The final technique I would like to mention is use a factory to create all but the simplest objects.  The following (admittedly nonsensical) code needs to execute maybe a half dozen lines of code to construct an Order object. 

Code Snippet

  1. using System;
  2. using System.Collections.Generic;
  3. using System.Linq;
  4. using System.Text;
  5. using System.Threading;
  6. namespace BusinessLayer
  7. {
  8.     class ObjectContext
  9.     {
  10.         public ObjectContext(String username)
  11.         {
  12.             //Look up the user permissions
  13.         }
  14.         public bool IsInTranaction { get; set; }
  15.         public bool BeginTransaction()
  16.         {
  17.             //do some transaction logic
  18.             return true;
  19.         }
  20.     }
  21.     class Order
  22.     {
  23.         public Order(ObjectContext theContext)
  24.         {
  25.         }
  26.     }
  27.     class Consumer
  28.     {
  29.         public Consumer()
  30.         {
  31.             ObjectContext ctx = new ObjectContext(Thread.CurrentPrincipal.Identity.Name);
  32.             if (!ctx.IsInTranaction)
  33.             {
  34.                 if (ctx.BeginTransaction())
  35.                 {
  36.                     //...
  37.                 }
  38.             }
  39.             Order order = new Order(ctx);
  40.         }
  41.     }
  42. }

Duplicating these few lines of code in a couple places is not that difficult.  Now say the application is enhanced and grows for a few years and suddenly we see this code duplicated dozens or hundreds of times.  At some point it is likely that we want to change the construction logic, finding and changing all the code we use to create the order is difficult, time consuming, and a QA burden. 

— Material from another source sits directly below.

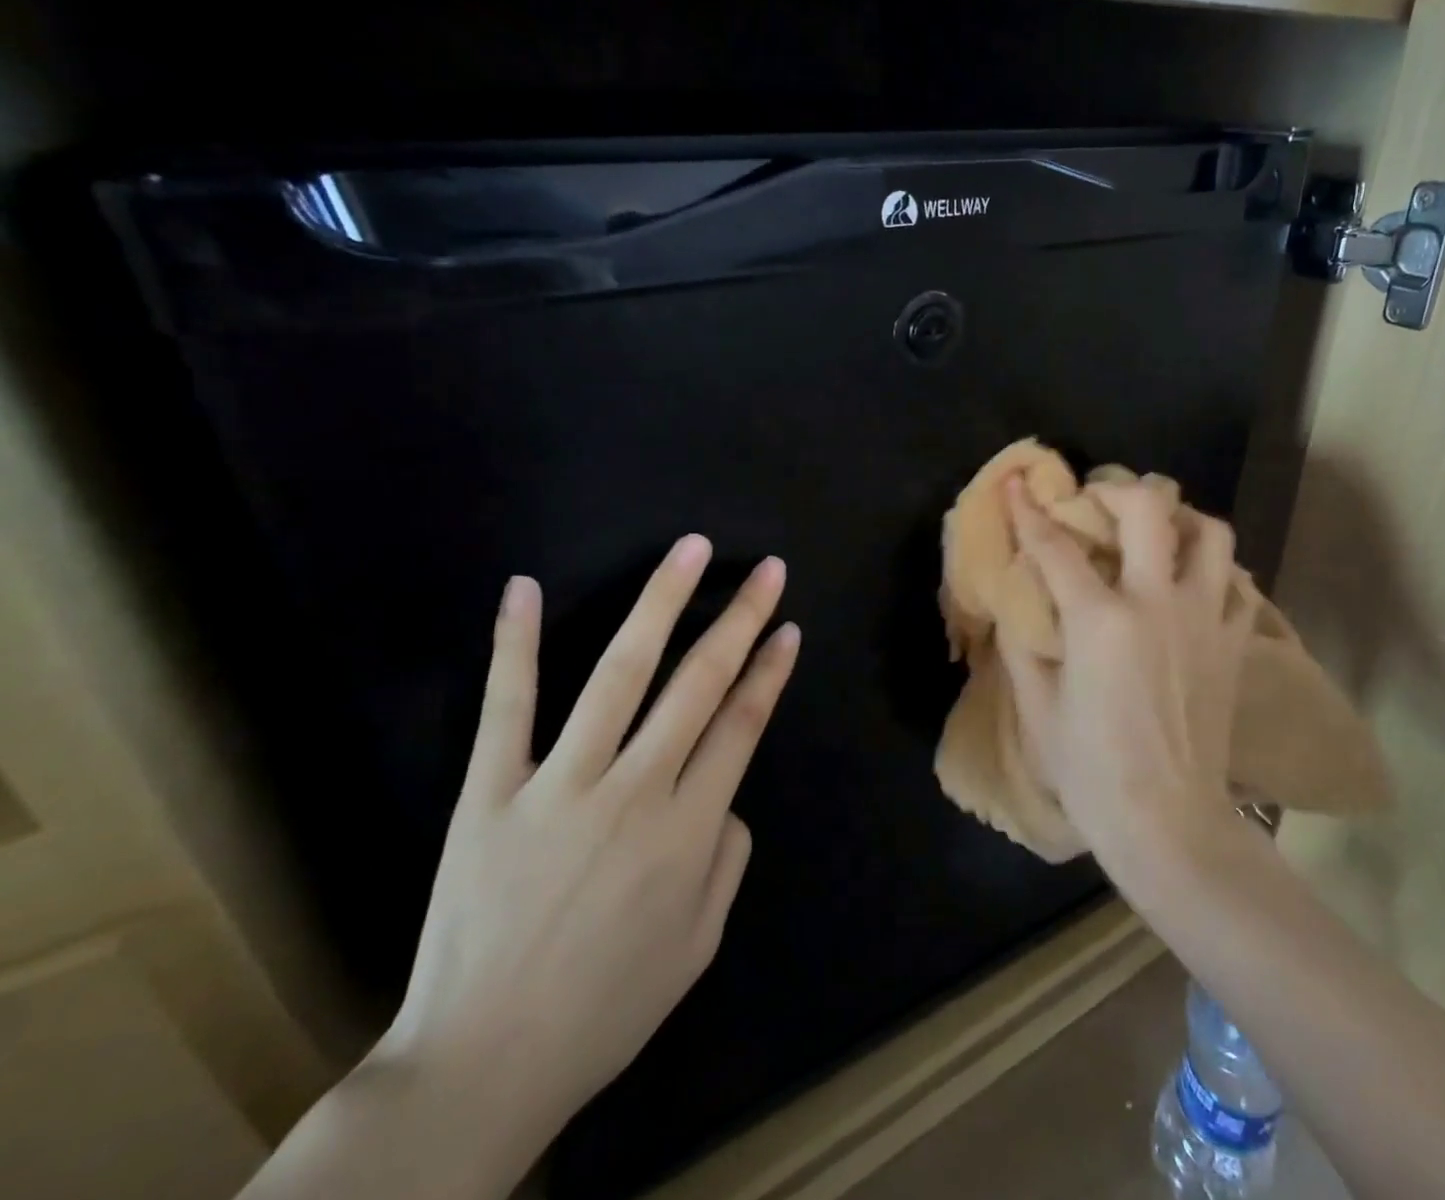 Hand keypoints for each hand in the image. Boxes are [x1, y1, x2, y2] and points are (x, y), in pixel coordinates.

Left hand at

A better approach would be to encapsulate the logic required to build a new order.  Here is an implementation using a simple factory.  It is much easier to find, change, and test this code:

Code Snippet

  1.     static class OrderFactory
  2.     {
  3.         public static Order GetOrder()
  4.         {
  5.             ObjectContext ctx = new ObjectContext(Thread.CurrentPrincipal.Identity.Name);
  6.             if (!ctx.IsInTranaction)
  7.             {
  8.                 if (ctx.BeginTransaction())
  9.                 {
  10.                     //...
  11.                 }
  12.             }
  13.             return new Order(ctx);
  14.         }
  15.     }
  16.     class DryConsumer
  17.     {
  18.         public DryConsumer()
  19.         {
  20.             Order order = OrderFactory.GetOrder();
  21.         }
  22.     \

If we recognize that we are duplicating even a few lines of code over and over we need to take a serious look at the code and figure out a way to encapsulate the logic.